Car registrations dropped by 12.2% compared with the same month last year, with a total of 158,192, according to figures from the Society of Motor Manufacturers & Traders (SMMT).
The most notable decline was for diesel models, which dropped 29.9%, continuing a downward trend; in September, traditionally the biggest month for car sales in the UK, diesel registrations dropped 21.7%.
SMMT CEO Mike Hawes said that while declining business and consumer confidence is affecting the new car market, this is being compounded by confusion over government policy on diesels.

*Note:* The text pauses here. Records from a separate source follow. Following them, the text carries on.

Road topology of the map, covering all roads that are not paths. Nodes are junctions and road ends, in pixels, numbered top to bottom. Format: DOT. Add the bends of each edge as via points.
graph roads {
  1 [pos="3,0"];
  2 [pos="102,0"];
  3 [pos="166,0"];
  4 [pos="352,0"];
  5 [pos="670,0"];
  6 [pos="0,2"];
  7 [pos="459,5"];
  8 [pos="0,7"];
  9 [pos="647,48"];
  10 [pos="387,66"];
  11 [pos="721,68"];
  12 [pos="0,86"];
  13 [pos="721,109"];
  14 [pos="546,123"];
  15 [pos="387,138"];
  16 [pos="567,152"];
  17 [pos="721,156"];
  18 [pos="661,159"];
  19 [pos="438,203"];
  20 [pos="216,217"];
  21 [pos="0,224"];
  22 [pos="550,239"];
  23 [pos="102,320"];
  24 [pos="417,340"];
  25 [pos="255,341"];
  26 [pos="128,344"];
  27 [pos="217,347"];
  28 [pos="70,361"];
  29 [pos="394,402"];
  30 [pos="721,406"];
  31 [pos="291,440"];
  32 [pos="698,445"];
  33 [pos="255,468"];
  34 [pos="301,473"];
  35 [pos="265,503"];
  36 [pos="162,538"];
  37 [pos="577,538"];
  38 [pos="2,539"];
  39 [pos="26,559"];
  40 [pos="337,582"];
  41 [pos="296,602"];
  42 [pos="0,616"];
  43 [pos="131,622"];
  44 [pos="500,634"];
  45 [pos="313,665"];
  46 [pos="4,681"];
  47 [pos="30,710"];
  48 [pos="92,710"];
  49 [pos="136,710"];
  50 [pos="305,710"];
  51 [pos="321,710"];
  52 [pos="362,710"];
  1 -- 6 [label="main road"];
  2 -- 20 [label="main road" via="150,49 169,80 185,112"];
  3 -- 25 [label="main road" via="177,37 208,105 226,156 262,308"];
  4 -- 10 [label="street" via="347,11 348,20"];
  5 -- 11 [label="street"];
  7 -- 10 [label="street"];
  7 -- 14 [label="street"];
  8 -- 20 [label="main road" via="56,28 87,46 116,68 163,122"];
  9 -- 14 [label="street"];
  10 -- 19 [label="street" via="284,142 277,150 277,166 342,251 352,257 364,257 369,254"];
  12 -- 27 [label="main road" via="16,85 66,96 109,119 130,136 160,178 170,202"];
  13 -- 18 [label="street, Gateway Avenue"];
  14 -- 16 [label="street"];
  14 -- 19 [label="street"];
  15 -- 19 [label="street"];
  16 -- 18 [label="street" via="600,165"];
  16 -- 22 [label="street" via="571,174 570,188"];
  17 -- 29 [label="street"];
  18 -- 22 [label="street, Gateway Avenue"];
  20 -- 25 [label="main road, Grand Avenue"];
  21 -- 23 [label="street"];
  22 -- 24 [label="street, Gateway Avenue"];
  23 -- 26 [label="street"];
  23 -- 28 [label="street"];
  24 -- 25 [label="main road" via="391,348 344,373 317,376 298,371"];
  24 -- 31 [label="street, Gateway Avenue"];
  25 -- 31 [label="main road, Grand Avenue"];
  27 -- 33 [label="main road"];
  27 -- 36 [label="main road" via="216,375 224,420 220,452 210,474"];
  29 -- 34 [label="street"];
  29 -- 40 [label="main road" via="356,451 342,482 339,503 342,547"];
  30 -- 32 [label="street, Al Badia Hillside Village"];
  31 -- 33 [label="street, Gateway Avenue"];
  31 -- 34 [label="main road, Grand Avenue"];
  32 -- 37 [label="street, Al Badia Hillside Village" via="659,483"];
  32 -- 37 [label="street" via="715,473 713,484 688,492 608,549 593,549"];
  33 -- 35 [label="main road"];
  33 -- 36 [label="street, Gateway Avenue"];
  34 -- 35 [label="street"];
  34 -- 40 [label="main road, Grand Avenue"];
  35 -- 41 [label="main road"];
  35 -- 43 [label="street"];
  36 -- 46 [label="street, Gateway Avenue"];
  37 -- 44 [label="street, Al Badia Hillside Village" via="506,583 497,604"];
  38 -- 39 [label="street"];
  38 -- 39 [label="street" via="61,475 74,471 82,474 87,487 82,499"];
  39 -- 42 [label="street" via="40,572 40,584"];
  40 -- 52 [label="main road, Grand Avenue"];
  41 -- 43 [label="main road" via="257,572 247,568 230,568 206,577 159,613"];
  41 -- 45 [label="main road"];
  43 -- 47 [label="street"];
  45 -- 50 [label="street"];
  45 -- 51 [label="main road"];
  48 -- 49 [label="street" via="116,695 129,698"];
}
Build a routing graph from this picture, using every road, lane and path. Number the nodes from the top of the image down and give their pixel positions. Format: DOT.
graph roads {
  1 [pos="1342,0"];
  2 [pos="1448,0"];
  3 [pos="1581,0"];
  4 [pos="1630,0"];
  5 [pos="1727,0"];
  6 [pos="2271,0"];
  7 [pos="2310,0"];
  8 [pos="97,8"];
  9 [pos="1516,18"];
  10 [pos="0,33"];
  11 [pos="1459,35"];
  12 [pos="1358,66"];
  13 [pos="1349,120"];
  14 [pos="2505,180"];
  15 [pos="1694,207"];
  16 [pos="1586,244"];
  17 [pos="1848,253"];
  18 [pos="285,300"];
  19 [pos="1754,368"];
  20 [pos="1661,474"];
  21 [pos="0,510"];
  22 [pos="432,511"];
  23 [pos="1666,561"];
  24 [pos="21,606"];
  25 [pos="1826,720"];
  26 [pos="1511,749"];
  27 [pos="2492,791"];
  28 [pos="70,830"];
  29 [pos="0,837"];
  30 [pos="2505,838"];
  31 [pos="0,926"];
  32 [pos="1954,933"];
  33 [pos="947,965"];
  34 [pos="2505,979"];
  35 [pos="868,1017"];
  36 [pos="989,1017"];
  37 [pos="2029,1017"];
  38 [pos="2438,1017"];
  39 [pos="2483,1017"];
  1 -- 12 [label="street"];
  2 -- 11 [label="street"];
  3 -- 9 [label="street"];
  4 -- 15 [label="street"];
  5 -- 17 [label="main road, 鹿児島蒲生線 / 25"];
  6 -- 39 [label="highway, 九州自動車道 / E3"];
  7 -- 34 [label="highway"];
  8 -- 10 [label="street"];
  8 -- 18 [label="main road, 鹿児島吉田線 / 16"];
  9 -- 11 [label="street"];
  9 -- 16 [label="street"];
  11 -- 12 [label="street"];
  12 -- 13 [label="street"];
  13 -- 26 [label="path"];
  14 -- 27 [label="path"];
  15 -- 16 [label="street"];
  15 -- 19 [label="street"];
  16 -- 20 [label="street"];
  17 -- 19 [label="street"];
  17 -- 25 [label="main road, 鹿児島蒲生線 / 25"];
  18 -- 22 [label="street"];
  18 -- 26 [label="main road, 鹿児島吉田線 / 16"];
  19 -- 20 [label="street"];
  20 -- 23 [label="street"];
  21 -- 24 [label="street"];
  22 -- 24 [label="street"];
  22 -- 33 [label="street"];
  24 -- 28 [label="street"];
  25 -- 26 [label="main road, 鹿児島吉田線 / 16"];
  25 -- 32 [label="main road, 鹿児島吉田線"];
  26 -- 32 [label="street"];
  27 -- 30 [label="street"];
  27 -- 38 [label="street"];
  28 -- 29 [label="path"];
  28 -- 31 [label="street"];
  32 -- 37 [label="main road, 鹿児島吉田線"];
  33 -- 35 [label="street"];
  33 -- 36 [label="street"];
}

Hawes said: “Consumers need urgent reassurance that the latest, low-emissions diesel cars on sale will not face any bans, charges or other restrictions anywhere in the UK. We urge the Government to use the forthcoming Autumn Budget to restore stability to the market, encouraging the purchase of the latest low-emissions vehicles, because fleet renewal is the fastest and most effective way of addressing air quality concerns.”
Demand for electric and hybrid models continued to grow in October, up 36.9% to 8244 registrations compared with last October, while petrol models recorded a slight growth of 2.7%.
The Ford Fiesta is back at the UK's top-selling spot, having lost out to the Nissan Qashqai in September. Ford sold 7256 Fiestas in October. The Volkswagen Golf came in second place and the Ford Focus in third, while the Nissan Qashqai dropped to fourth place with 3923 units sold.
Only 12 of 41 manufacturers bucked the trend with increased car registrations compared with October 2016. These were Abarth, Alfa Romeo, Aston Martin, Honda, Kia, Lotus, Maserati, Mercedes, Porsche, Seat, Ssangyong and Toyota.